-- TASK INPUTS follows --
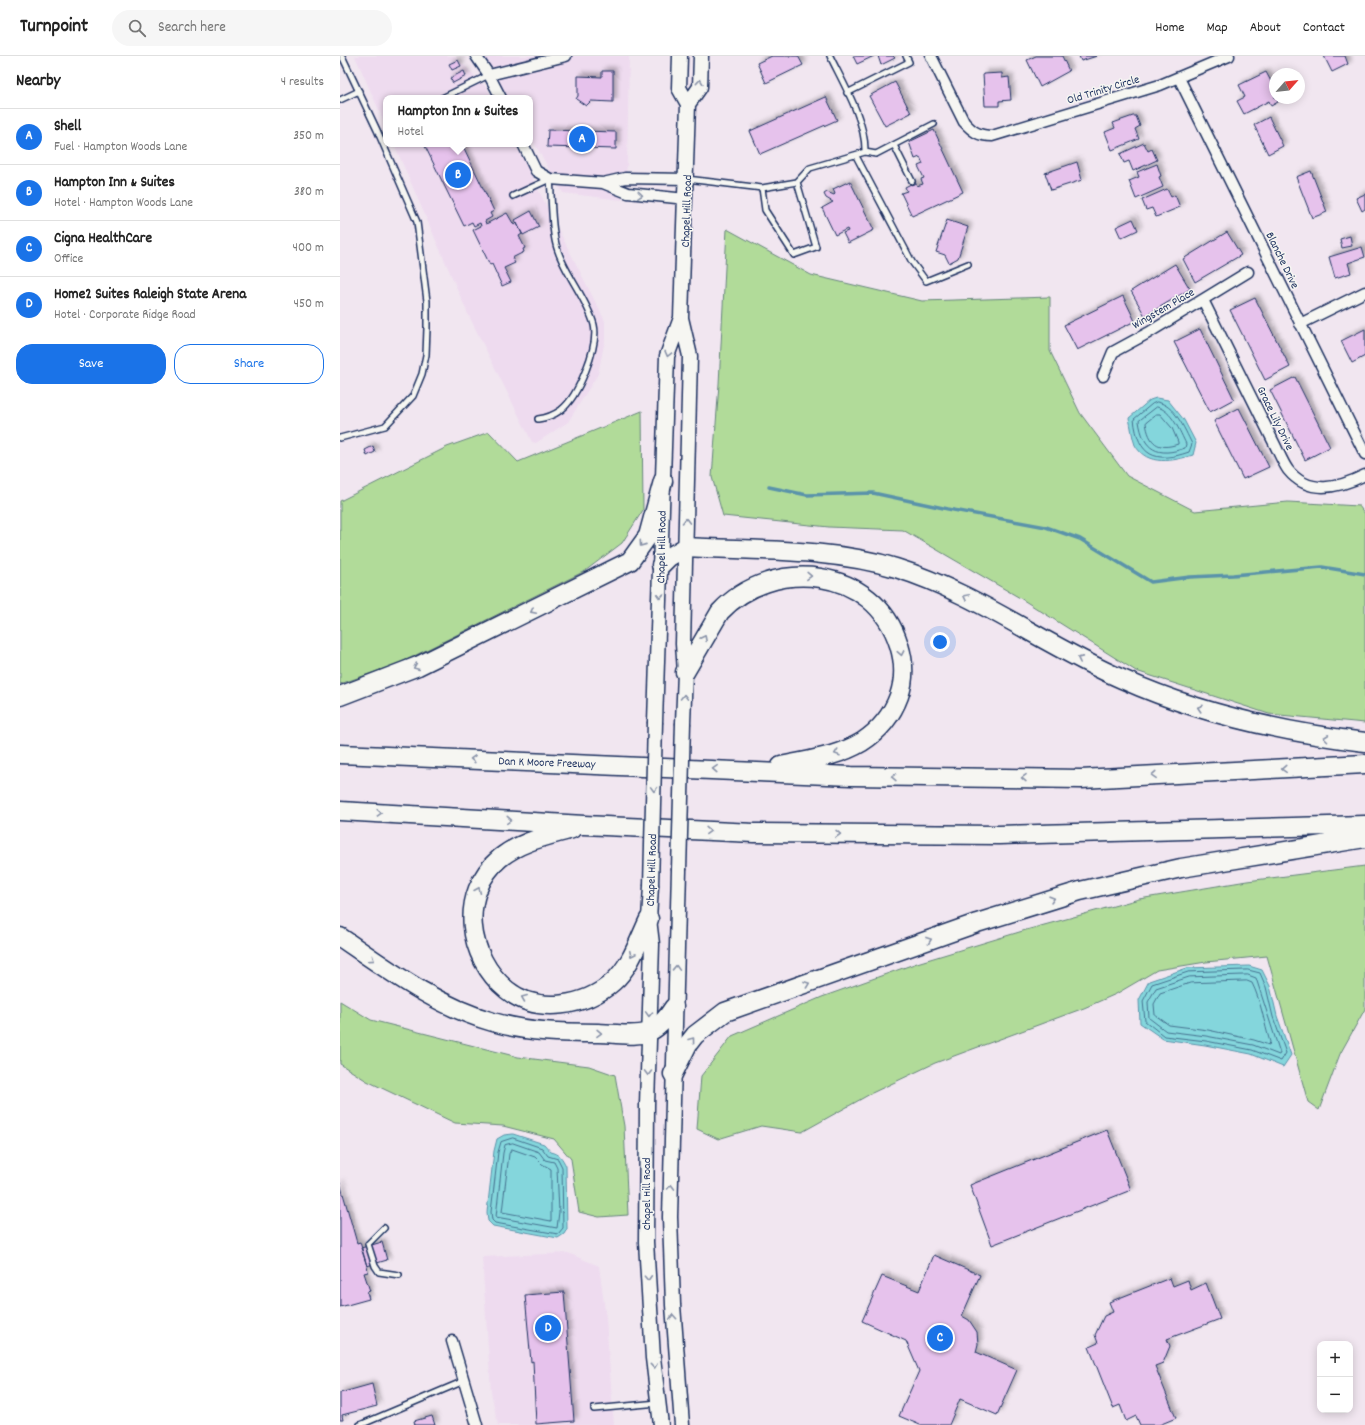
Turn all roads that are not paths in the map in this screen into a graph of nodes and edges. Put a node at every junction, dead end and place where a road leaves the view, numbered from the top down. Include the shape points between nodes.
1 (342, 56) edge
2 (476, 56) edge
3 (566, 56) edge
4 (680, 56) edge
5 (701, 56) edge
6 (830, 56) edge
7 (906, 56) edge
8 (931, 56) edge
9 (1229, 56) edge
10 (489, 75) junction
11 (1180, 78) junction
12 (359, 91) junction
13 (847, 93) junction
14 (448, 95) edge
15 (499, 95) edge
16 (340, 100) edge
17 (688, 104) junction
18 (934, 124) dead end
19 (383, 143) edge
20 (894, 145) junction
21 (385, 147) edge
22 (524, 147) edge
23 (865, 152) junction
24 (856, 156) junction
25 (550, 179) junction
26 (687, 179) junction
27 (912, 181) dead end
28 (797, 182) junction
29 (603, 183) junction
30 (762, 188) junction
31 (513, 196) dead end
32 (686, 199) junction
33 (968, 264) dead end
34 (1248, 272) dead end
35 (1365, 292) edge
36 (1203, 300) junction
37 (681, 318) junction
38 (1300, 324) junction
39 (1103, 376) dead end
40 (538, 419) dead end
41 (340, 438) edge
42 (1365, 454) edge
43 (1365, 475) edge
44 (663, 481) junction
45 (686, 547) junction
46 (661, 565) junction
47 (685, 672) junction
48 (340, 696) edge
49 (1365, 742) edge
50 (340, 754) edge
51 (1365, 764) edge
52 (754, 771) junction
53 (340, 811) edge
54 (584, 825) junction
55 (1365, 825) edge
56 (1365, 838) edge
57 (649, 919) junction
58 (340, 937) edge
59 (674, 1007) junction
60 (649, 1034) junction
61 (673, 1074) junction
62 (384, 1228) dead end
63 (399, 1275) dead end
64 (452, 1341) dead end
65 (464, 1381) junction
66 (658, 1403) junction
67 (594, 1409) dead end
68 (360, 1425) edge
69 (477, 1425) edge
70 (661, 1425) edge
71 (682, 1425) edge

1 - 12 lane
2 - 10 street
3 - 10 street
4 - 17 main road, Chapel Hill Road via 679,88
17 -> 5 main road via 700,87
6 - 13 lane
7 - 13 lane via 909,62
8 - 11 street, Old Trinity Circle via 964,122 981,136 1003,134
9 - 11 street, Old Trinity Circle
10 - 14 lane
10 - 15 street
11 - 38 street, Blanche Drive
12 - 16 lane
12 - 19 lane
13 - 23 lane via 862,127 866,143
17 - 26 main road, Chapel Hill Road
18 - 20 lane
20 - 23 lane via 876,154
20 - 27 lane
21 - 41 lane via 417,222 426,302 426,355 413,396 385,426
22 - 25 street via 536,170
23 - 24 lane
24 - 28 lane via 844,157 810,168
24 - 33 lane via 912,262 926,281
25 - 29 street
25 - 31 lane
25 - 40 lane via 558,252 591,318 594,333 586,371 573,396 561,410
26 - 29 street via 625,178
26 - 30 lane
26 - 32 main road, Chapel Hill Road
28 - 30 lane
28 - 30 lane via 816,247 794,255 765,210
29 -> 32 street via 628,194
32 - 37 main road, Chapel Hill Road
34 - 36 street, Wingstem Place
35 - 38 street
36 - 39 street, Wingstem Place via 1113,352
36 - 43 street, Grace Lily Drive via 1287,469 1294,477 1313,487 1328,488
37 -> 44 main road, Chapel Hill Road via 667,356
45 -> 37 main road, Chapel Hill Road via 690,356
38 - 42 street, Blanche Drive
44 - 46 main road, Chapel Hill Road
44 -> 48 highway via 648,536 630,561 418,666
45 - 46 highway
45 - 47 main road, Chapel Hill Road via 682,644
49 -> 45 highway via 1268,727 1173,700 1090,664 965,596 897,568 868,560 837,556
46 -> 57 main road, Chapel Hill Road, bridge
47 -> 52 highway via 727,604 745,591 767,581 792,576 828,578 862,595 887,618 897,639 903,671 897,702 882,724 862,742 842,751
59 -> 47 main road, Chapel Hill Road, bridge
52 -> 50 highway, Dan K Moore Freeway
51 -> 52 highway via 1081,779 851,776
53 -> 54 highway
54 -> 55 highway via 754,832 999,835
57 -> 54 highway via 632,956 614,981 594,996 579,1001 551,1005 523,998 508,991 483,962 473,932 473,908 480,886 492,866 522,845
61 -> 56 highway via 695,1035 725,1012 977,923 1133,878 1228,859
57 -> 60 main road, Chapel Hill Road via 652,944
58 -> 60 highway via 426,993 446,1004 494,1022 550,1031
59 - 60 highway via 664,1022
59 - 61 main road, Chapel Hill Road
60 -> 66 main road, Chapel Hill Road via 646,1242
71 -> 61 main road, Chapel Hill Road via 673,1305 670,1217
62 - 63 lane via 368,1244 372,1259 379,1272
64 - 65 street
65 - 68 lane
65 - 69 street
66 - 67 lane
66 - 70 main road, Chapel Hill Road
-- TASK INPUTS concluded --
• [TO DO] Pictures stay out; everything else in the records above gets copied exactly.

• [FINAL ANSWER]
Turn all roads that are not paths in the map in this screen into a graph of nodes and edges. Put a node at every junction, dead end and place where a road leaves the view, numbered from the top down. Include the shape points between nodes.
1 (342, 56) edge
2 (476, 56) edge
3 (566, 56) edge
4 (680, 56) edge
5 (701, 56) edge
6 (830, 56) edge
7 (906, 56) edge
8 (931, 56) edge
9 (1229, 56) edge
10 (489, 75) junction
11 (1180, 78) junction
12 (359, 91) junction
13 (847, 93) junction
14 (448, 95) edge
15 (499, 95) edge
16 (340, 100) edge
17 (688, 104) junction
18 (934, 124) dead end
19 (383, 143) edge
20 (894, 145) junction
21 (385, 147) edge
22 (524, 147) edge
23 (865, 152) junction
24 (856, 156) junction
25 (550, 179) junction
26 (687, 179) junction
27 (912, 181) dead end
28 (797, 182) junction
29 (603, 183) junction
30 (762, 188) junction
31 (513, 196) dead end
32 (686, 199) junction
33 (968, 264) dead end
34 (1248, 272) dead end
35 (1365, 292) edge
36 (1203, 300) junction
37 (681, 318) junction
38 (1300, 324) junction
39 (1103, 376) dead end
40 (538, 419) dead end
41 (340, 438) edge
42 (1365, 454) edge
43 (1365, 475) edge
44 (663, 481) junction
45 (686, 547) junction
46 (661, 565) junction
47 (685, 672) junction
48 (340, 696) edge
49 (1365, 742) edge
50 (340, 754) edge
51 (1365, 764) edge
52 (754, 771) junction
53 (340, 811) edge
54 (584, 825) junction
55 (1365, 825) edge
56 (1365, 838) edge
57 (649, 919) junction
58 (340, 937) edge
59 (674, 1007) junction
60 (649, 1034) junction
61 (673, 1074) junction
62 (384, 1228) dead end
63 (399, 1275) dead end
64 (452, 1341) dead end
65 (464, 1381) junction
66 (658, 1403) junction
67 (594, 1409) dead end
68 (360, 1425) edge
69 (477, 1425) edge
70 (661, 1425) edge
71 (682, 1425) edge

1 - 12 lane
2 - 10 street
3 - 10 street
4 - 17 main road, Chapel Hill Road via 679,88
17 -> 5 main road via 700,87
6 - 13 lane
7 - 13 lane via 909,62
8 - 11 street, Old Trinity Circle via 964,122 981,136 1003,134
9 - 11 street, Old Trinity Circle
10 - 14 lane
10 - 15 street
11 - 38 street, Blanche Drive
12 - 16 lane
12 - 19 lane
13 - 23 lane via 862,127 866,143
17 - 26 main road, Chapel Hill Road
18 - 20 lane
20 - 23 lane via 876,154
20 - 27 lane
21 - 41 lane via 417,222 426,302 426,355 413,396 385,426
22 - 25 street via 536,170
23 - 24 lane
24 - 28 lane via 844,157 810,168
24 - 33 lane via 912,262 926,281
25 - 29 street
25 - 31 lane
25 - 40 lane via 558,252 591,318 594,333 586,371 573,396 561,410
26 - 29 street via 625,178
26 - 30 lane
26 - 32 main road, Chapel Hill Road
28 - 30 lane
28 - 30 lane via 816,247 794,255 765,210
29 -> 32 street via 628,194
32 - 37 main road, Chapel Hill Road
34 - 36 street, Wingstem Place
35 - 38 street
36 - 39 street, Wingstem Place via 1113,352
36 - 43 street, Grace Lily Drive via 1287,469 1294,477 1313,487 1328,488
37 -> 44 main road, Chapel Hill Road via 667,356
45 -> 37 main road, Chapel Hill Road via 690,356
38 - 42 street, Blanche Drive
44 - 46 main road, Chapel Hill Road
44 -> 48 highway via 648,536 630,561 418,666
45 - 46 highway
45 - 47 main road, Chapel Hill Road via 682,644
49 -> 45 highway via 1268,727 1173,700 1090,664 965,596 897,568 868,560 837,556
46 -> 57 main road, Chapel Hill Road, bridge
47 -> 52 highway via 727,604 745,591 767,581 792,576 828,578 862,595 887,618 897,639 903,671 897,702 882,724 862,742 842,751
59 -> 47 main road, Chapel Hill Road, bridge
52 -> 50 highway, Dan K Moore Freeway
51 -> 52 highway via 1081,779 851,776
53 -> 54 highway
54 -> 55 highway via 754,832 999,835
57 -> 54 highway via 632,956 614,981 594,996 579,1001 551,1005 523,998 508,991 483,962 473,932 473,908 480,886 492,866 522,845
61 -> 56 highway via 695,1035 725,1012 977,923 1133,878 1228,859
57 -> 60 main road, Chapel Hill Road via 652,944
58 -> 60 highway via 426,993 446,1004 494,1022 550,1031
59 - 60 highway via 664,1022
59 - 61 main road, Chapel Hill Road
60 -> 66 main road, Chapel Hill Road via 646,1242
71 -> 61 main road, Chapel Hill Road via 673,1305 670,1217
62 - 63 lane via 368,1244 372,1259 379,1272
64 - 65 street
65 - 68 lane
65 - 69 street
66 - 67 lane
66 - 70 main road, Chapel Hill Road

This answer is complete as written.